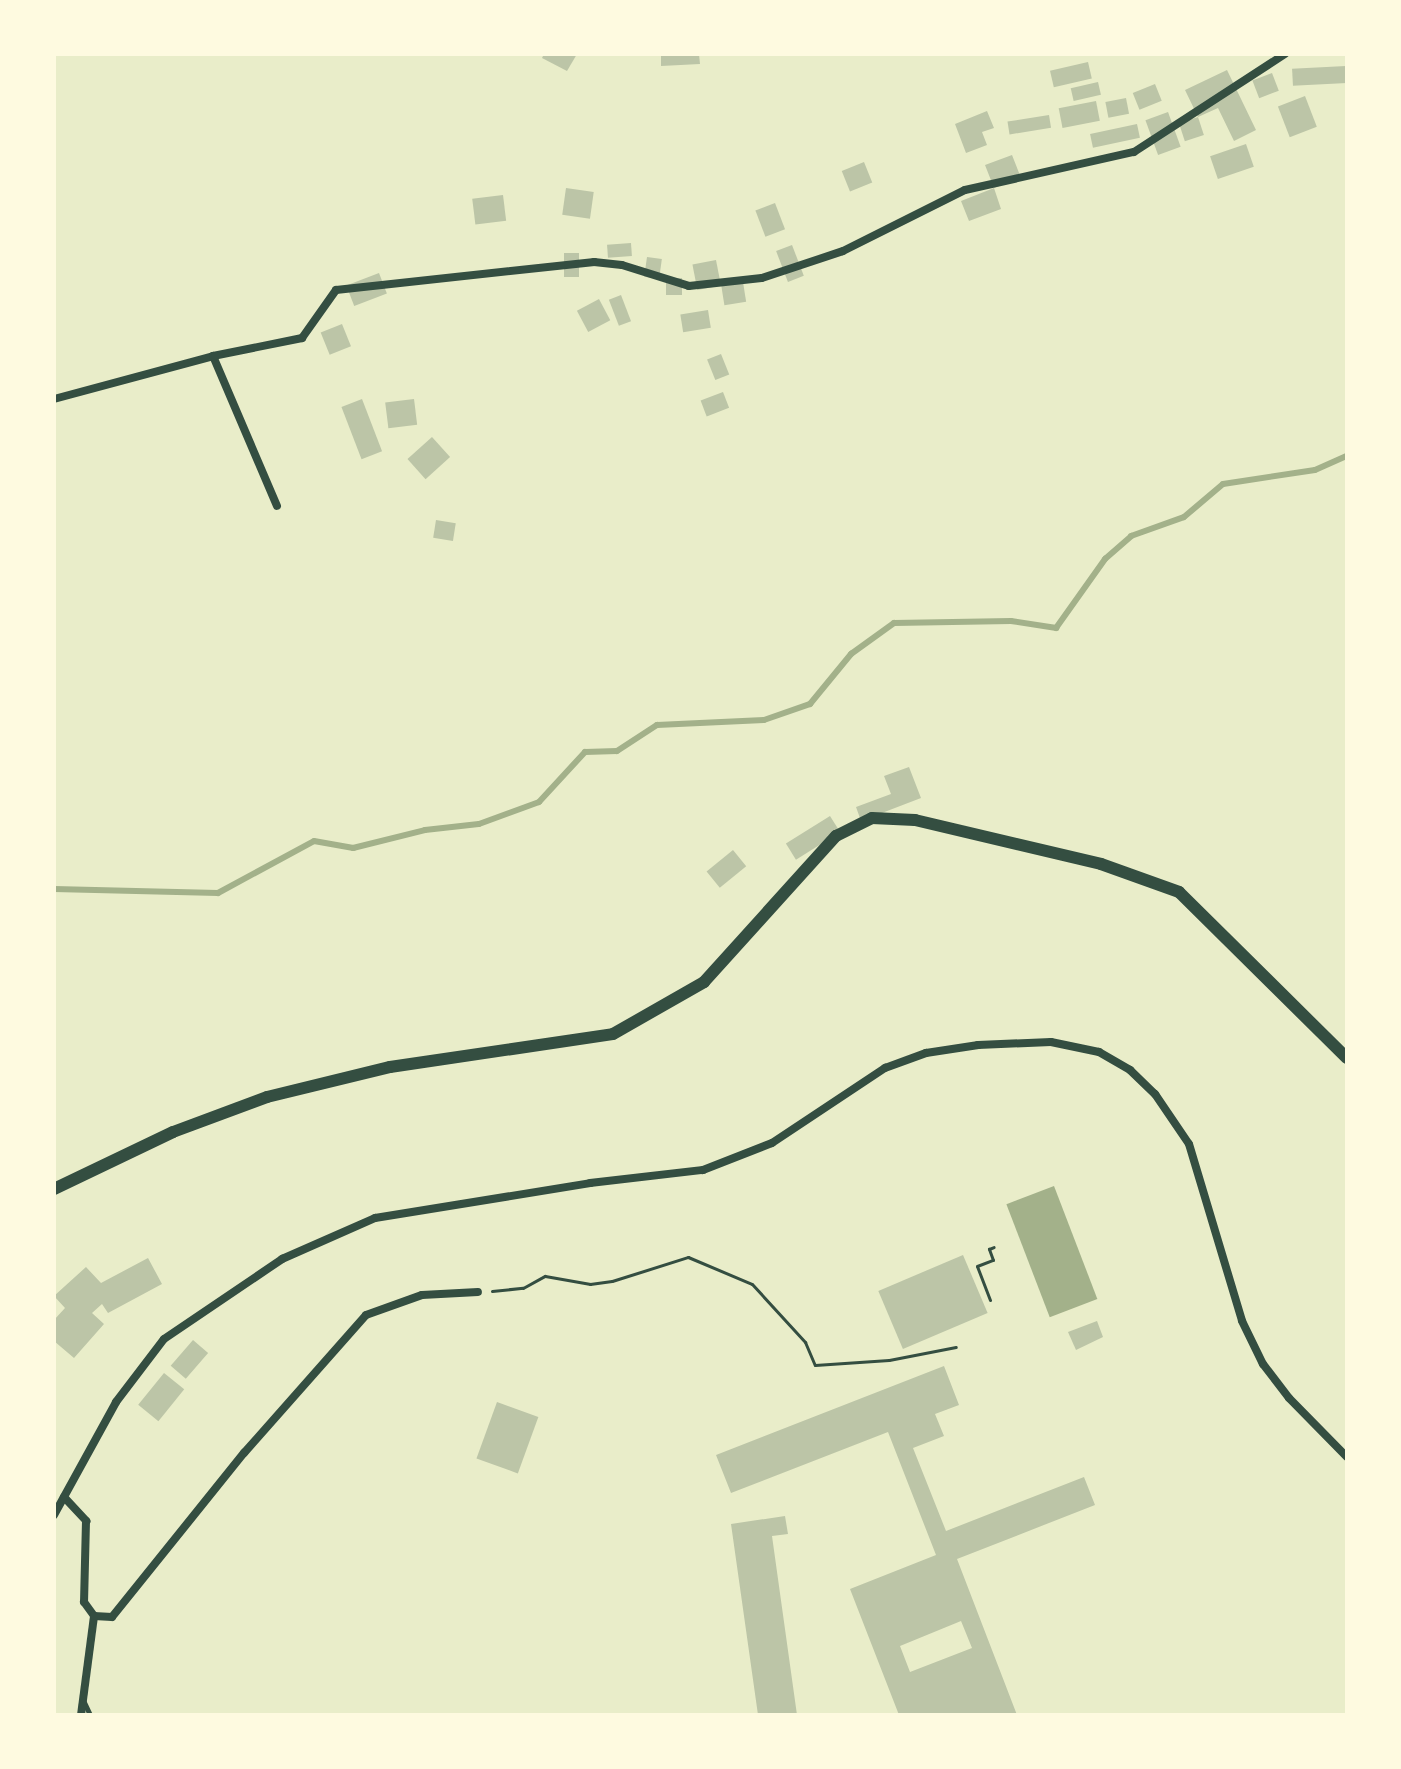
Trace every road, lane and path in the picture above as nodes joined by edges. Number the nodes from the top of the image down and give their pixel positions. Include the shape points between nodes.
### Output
1 (1285, 54) edge
2 (213, 356) junction
3 (54, 399) edge
4 (277, 506) dead end
5 (1347, 1058) edge
6 (54, 1189) edge
7 (994, 1247) dead end
8 (478, 1292) joint
9 (990, 1300) dead end
10 (956, 1347) dead end
11 (1347, 1457) edge
12 (64, 1497) junction
13 (54, 1515) edge
14 (94, 1616) junction
15 (83, 1699) junction
16 (81, 1715) edge
17 (90, 1715) edge

1 - 2 street via 1134,152 965,190 843,251 762,278 689,286 594,262 336,290 302,338
2 - 3 street
2 - 4 street
5 - 6 street via 1179,892 1101,864 915,820 872,818 836,836 704,982 613,1034 390,1067 267,1097 173,1132
7 - 9 path via 989,1249 993,1260 977,1266
8 - 10 path via 523,1288 545,1276 590,1284 612,1281 688,1257 752,1284 805,1342 815,1365 889,1360
8 - 14 street via 422,1295 366,1315 244,1453 120,1612 102,1619
11 - 12 street via 1263,1364 1242,1321 1189,1144 1155,1094 1130,1070 1099,1052 1051,1042 926,1053 885,1068 772,1143 703,1170 375,1218 325,1237 195,1314 164,1339 116,1402
12 - 13 street
12 - 14 street via 86,1521 82,1588
14 - 15 street
15 - 16 street
15 - 17 lane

+---+

PROBLEM TO WORK ON
Each line containing the word "path" needs to be copied from the data above.

WRITTEN RESPONSE
Trace every road, lane and path in the picture above as nodes joined by edges. Number the nodes from the top of the image down and give their pixel positions. Include the shape points between nodes.
7 - 9 path via 989,1249 993,1260 977,1266
8 - 10 path via 523,1288 545,1276 590,1284 612,1281 688,1257 752,1284 805,1342 815,1365 889,1360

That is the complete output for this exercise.